UNITED STATES
SECURITIES AND EXCHANGE COMMISSION
Washington, D.C. 20549
FORM 8-K
CURRENT REPORT
PURSUANT TO SECTION 13 OR 15(d) OF THE SECURITIES EXCHANGE ACT OF 1934
Date of Report (date of earliest event reported): April 14, 2014
CENTRAL EUROPEAN MEDIA ENTERPRISES LTD.
(Exact name of registrant as specified in its charter)
BERMUDA | 0-24796 | 98-0438382 |
(State or other jurisdiction of incorporation and organisation) | (Commission File Number) | (IRS Employer Identification No.) |
O’Hara House, 3 Bermudiana Road, Hamilton, Bermuda | HM 08 | |
(Address of principal executive offices) | (Zip Code) |
Registrant's telephone number, including area code: (441) 296-1431
Not applicable
(Former name or former address, if changed since last report)
Check the appropriate box below if the Form 8-K filing is intended to simultaneously satisfy the filing obligation of the registrant under any of the following provisions (see General Instruction A.2. below):
¨ | Written communications pursuant to Rule 425 under the Securities Act (17 CFR 230.425) |
¨ | Soliciting material pursuant to Rule 14a-12 under the Exchange Act (17 CFR 240.14a-12) |
¨ | Pre-commencement communications pursuant to Rule 14d-2(b) under the Exchange Act (17 CFR 240.14d-2(b)) |
¨ | Pre-commencement communications pursuant to Rule 13e-4(c) under the Exchange Act (17 CFR 240.13e-4(c)) |
Item 5.07 | Submission of Matters to a Vote of Security Holders |
At the special general meeting of Central European Media Enterprises Ltd. (the “Company”) held on April 14, 2014 the following matters were submitted to a vote of shareholders and received the following votes:
Proposal 1 – Bye-law and Memorandum amendment: The proposal to amend the Company’s Bye-laws and the condition of its Memorandum to increase the authorized share capital of the Company from $25.6 million to $36.8 million by increasing the number of authorized shares of Class A Common Stock from 300,000,000 shares to 440,000,000 shares was approved.
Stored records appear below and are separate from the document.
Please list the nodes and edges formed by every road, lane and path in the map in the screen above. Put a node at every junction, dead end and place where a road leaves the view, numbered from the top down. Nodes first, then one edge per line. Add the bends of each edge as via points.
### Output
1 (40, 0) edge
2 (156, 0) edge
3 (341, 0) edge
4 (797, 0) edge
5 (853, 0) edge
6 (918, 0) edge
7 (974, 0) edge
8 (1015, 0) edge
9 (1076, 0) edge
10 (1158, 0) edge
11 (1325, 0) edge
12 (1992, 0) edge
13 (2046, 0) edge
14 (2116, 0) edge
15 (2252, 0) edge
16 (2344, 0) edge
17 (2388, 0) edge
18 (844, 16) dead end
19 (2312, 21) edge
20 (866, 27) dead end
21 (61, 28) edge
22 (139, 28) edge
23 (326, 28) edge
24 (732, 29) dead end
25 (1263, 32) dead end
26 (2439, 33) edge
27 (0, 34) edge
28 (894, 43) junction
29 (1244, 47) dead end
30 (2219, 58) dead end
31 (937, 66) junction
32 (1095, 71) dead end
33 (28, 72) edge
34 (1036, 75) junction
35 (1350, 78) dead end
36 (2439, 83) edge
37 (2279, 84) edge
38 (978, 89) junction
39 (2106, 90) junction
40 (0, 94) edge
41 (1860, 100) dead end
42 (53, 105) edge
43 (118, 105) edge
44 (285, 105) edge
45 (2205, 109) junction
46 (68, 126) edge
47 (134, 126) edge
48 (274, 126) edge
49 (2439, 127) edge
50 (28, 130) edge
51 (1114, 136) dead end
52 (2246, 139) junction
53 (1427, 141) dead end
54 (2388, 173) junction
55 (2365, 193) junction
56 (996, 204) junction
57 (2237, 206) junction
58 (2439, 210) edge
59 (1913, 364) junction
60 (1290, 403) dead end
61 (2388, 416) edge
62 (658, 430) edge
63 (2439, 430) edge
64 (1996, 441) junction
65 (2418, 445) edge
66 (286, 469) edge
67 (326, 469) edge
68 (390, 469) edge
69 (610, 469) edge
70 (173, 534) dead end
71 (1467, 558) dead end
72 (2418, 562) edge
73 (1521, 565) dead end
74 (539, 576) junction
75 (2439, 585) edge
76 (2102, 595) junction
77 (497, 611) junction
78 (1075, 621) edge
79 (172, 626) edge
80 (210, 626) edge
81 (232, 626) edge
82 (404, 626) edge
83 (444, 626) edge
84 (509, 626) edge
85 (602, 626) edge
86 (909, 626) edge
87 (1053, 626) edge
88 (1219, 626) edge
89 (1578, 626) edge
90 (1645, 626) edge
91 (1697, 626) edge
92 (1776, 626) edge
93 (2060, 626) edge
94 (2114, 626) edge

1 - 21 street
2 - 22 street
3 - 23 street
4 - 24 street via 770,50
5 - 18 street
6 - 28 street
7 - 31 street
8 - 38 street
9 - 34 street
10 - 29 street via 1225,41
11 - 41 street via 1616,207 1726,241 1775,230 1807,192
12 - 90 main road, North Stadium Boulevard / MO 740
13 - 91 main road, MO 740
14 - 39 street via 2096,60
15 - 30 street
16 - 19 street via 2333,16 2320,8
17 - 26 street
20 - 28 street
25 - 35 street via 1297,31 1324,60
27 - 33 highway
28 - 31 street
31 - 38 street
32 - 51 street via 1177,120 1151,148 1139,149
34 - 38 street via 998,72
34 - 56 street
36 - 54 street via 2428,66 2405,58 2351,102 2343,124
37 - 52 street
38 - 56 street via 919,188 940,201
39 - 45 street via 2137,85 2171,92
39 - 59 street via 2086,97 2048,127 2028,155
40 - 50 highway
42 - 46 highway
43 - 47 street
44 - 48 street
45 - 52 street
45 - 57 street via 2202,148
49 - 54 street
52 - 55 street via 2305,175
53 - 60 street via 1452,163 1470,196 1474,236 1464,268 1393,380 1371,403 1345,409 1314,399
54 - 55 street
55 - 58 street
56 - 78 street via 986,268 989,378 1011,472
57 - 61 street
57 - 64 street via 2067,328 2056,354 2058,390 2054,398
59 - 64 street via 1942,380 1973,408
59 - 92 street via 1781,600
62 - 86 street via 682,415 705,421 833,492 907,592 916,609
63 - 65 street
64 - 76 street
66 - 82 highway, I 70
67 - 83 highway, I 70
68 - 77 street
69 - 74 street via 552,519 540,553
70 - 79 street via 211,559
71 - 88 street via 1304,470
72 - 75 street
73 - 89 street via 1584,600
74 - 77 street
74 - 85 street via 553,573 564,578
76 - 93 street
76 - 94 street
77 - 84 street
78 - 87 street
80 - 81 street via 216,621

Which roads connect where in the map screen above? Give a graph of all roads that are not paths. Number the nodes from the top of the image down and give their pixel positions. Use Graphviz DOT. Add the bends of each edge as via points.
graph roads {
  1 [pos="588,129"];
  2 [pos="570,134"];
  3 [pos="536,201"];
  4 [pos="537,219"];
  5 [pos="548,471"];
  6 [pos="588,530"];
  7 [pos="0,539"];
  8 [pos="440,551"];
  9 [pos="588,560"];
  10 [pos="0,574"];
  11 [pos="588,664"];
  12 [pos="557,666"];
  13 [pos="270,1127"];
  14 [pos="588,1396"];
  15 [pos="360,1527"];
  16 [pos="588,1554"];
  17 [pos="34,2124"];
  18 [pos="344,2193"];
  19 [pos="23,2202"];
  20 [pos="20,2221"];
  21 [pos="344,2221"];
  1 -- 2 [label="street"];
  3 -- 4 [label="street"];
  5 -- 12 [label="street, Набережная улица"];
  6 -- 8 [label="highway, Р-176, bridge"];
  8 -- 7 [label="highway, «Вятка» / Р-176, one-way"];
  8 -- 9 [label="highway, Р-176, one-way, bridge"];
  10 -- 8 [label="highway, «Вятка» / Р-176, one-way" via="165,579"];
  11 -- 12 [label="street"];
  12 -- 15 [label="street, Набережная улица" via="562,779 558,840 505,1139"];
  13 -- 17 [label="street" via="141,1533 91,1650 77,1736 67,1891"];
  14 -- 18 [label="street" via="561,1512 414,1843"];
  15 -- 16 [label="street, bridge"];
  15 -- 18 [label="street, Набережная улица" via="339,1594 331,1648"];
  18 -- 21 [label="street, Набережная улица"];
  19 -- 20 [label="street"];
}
For | Against | Abstain | Broker non-votes |
103,788,836 | 336,802 | 330 | 0 |
Proposal 2 – Rights and warrants issuance: The proposal for the Company to (a) issue non-transferable rights (the “Rights Offering”) to the shareholders of record as of the Rights Offering record date; and to (b) issue to Time Warner Media Holdings B.V. (i) a warrant exercisable for 30,000,000 shares of Class A Common Stock, subject to adjustment in accordance with the terms thereof and (ii) warrants exercisable for up to 84,000,000 shares of Class A Common Stock, subject to adjustment in accordance with the terms thereof, was approved.
For | Against | Abstain | Broker non-votes |
103,792,854 | 332,684 | 430 | 0 |
Signatures
Pursuant to the requirements of the Securities Exchange Act of 1934, we have duly caused this report to be signed on our behalf by the undersigned thereunto duly authorized.